You can use the stock growth rate formula to calculate this. For example, if you have an investment that was worth $500 at the beginning of 2020, and it is worth $650 at the end of 2021 (two years total), its basic growth rate becomes ($650 - $500) / ($500) = 0.30, which is 30 percent. You can use a stock growth rate calculator to help you with this figuring if need be.
Compound Interest and Growth Rate
However, if you're looking at an investment with compound interest, things change a bit. An investment that earns interest money and then reinvests those earnings at set intervals is considered to earn compound interest, and the calculation is a bit more complicated.
Consider the previous example. Because this investment would have collected the interest it made in 2020 and reinvested it in 2021, the 30 percent growth rate doesn't tell the whole story. In this case, you can use a formula for the compound annual growth rate (CAGR) to calculate the growth rate, explain the writers for the Corporate Finance Institute. This formula isn't perfect, as it assumes that the growth rate is constant over the period you're looking at, but it manages to capture how interest affects growth.
In this case, the formula for growth rate is: GR = [ (ending value) / (beginning value) ] ^ (1/n) - 1, where n is the number of years, assuming interest is compounded annually. So for this example: ($650 / $500) = 1.3, and 1/n = Ā½ = 0.5, so (1.3) ^ (0.5) = 1.1401 - 1 = 0.14, or 14 percent.
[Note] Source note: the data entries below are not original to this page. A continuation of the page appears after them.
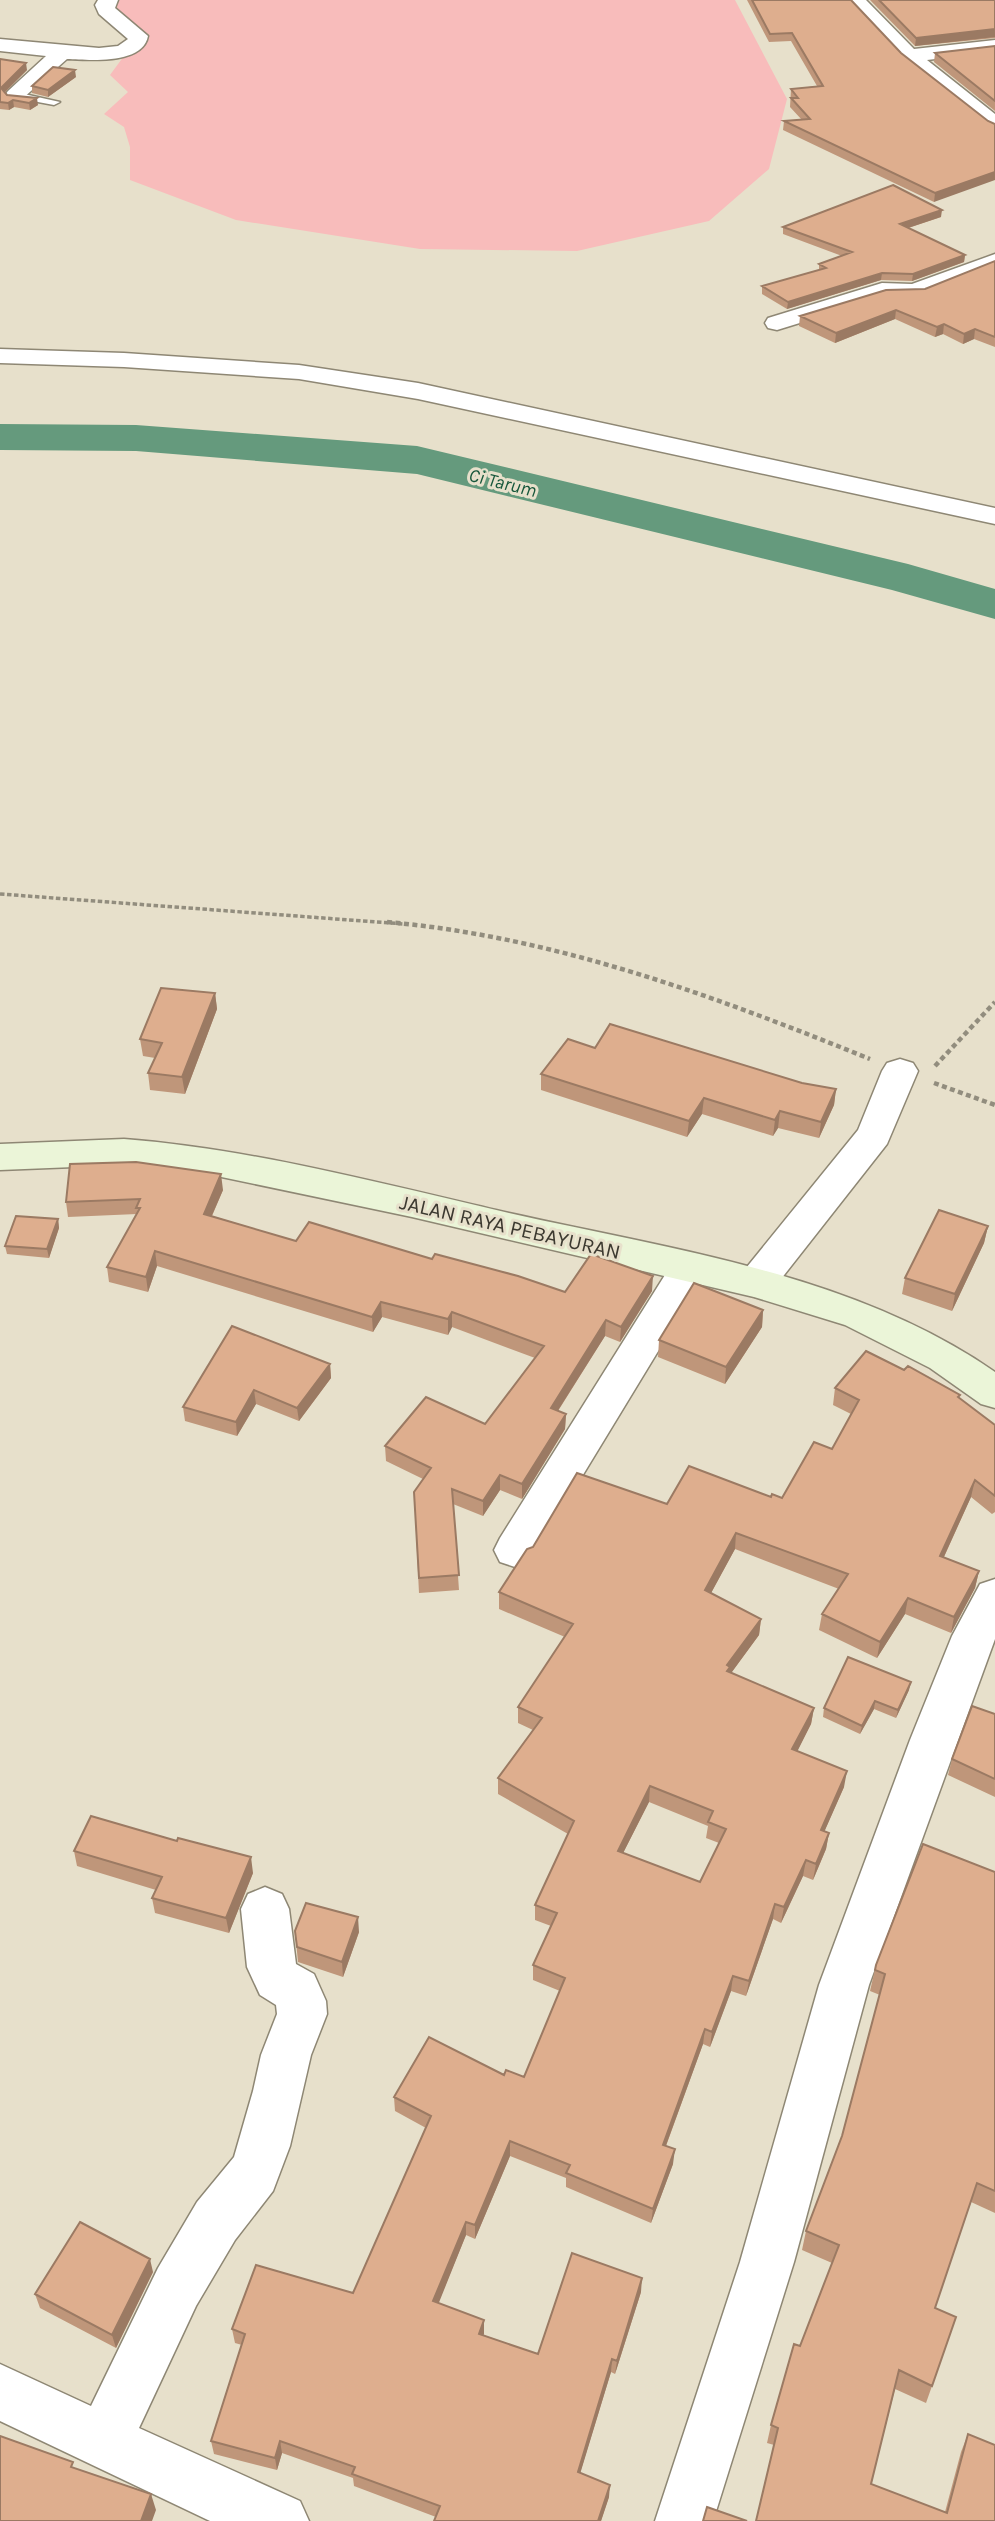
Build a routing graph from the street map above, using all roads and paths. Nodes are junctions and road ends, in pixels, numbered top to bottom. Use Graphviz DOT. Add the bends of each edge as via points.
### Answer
graph roads {
  1 [pos="108,0"];
  2 [pos="855,0"];
  3 [pos="0,45"];
  4 [pos="995,46"];
  5 [pos="65,50"];
  6 [pos="909,56"];
  7 [pos="15,95"];
  8 [pos="54,102"];
  9 [pos="995,124"];
  10 [pos="995,261"];
  11 [pos="777,323"];
  12 [pos="0,356"];
  13 [pos="995,516"];
  14 [pos="0,894"];
  15 [pos="995,1002"];
  16 [pos="911,1075"];
  17 [pos="995,1105"];
  18 [pos="0,1157"];
  19 [pos="689,1269"];
  20 [pos="756,1283"];
  21 [pos="995,1393"];
  22 [pos="515,1550"];
  23 [pos="995,1597"];
  24 [pos="265,1909"];
  25 [pos="0,2392"];
  26 [pos="104,2441"];
  27 [pos="280,2521"];
  28 [pos="684,2521"];
  1 -- 5 [label="street" via="106,10 132,28 138,40 112,54"];
  2 -- 6 [label="street"];
  3 -- 5 [label="street"];
  4 -- 6 [label="street"];
  5 -- 7 [label="street"];
  6 -- 9 [label="street"];
  7 -- 8 [label="lane"];
  10 -- 11 [label="street" via="915,291 882,290"];
  12 -- 13 [label="street" via="299,372 431,394"];
  14 -- 16 [label="path" via="481,934 573,956 726,1004"];
  15 -- 16 [label="path"];
  16 -- 17 [label="path"];
  16 -- 20 [label="street" via="874,1135"];
  18 -- 19 [label="main road, JALAN RAYA PEBAYURAN" via="124,1152 188,1157"];
  19 -- 20 [label="main road, JALAN RAYA PEBAYURAN"];
  19 -- 22 [label="street"];
  20 -- 21 [label="main road, JALAN RAYA PEBAYURAN" via="859,1315 944,1357"];
  23 -- 28 [label="street" via="943,1714 844,1986 767,2262"];
  24 -- 26 [label="street" via="272,1967 277,1979 296,1990 302,2014 286,2055 264,2146 254,2173 216,2221 182,2278"];
  25 -- 26 [label="street"];
  26 -- 27 [label="street"];
}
Regular vs. Compound Growth Rates
You'll see that this value for compound growth rates is very different than the 30 percent originally noted. This is because the first year, that $500 investment made about $70 in interest, which was then added back into the investment.
The second year, the investment of $570 then compounded again, bringing you to the final value of $650. This is a much more meaningful way to compare investments since it includes the money that's reinvested.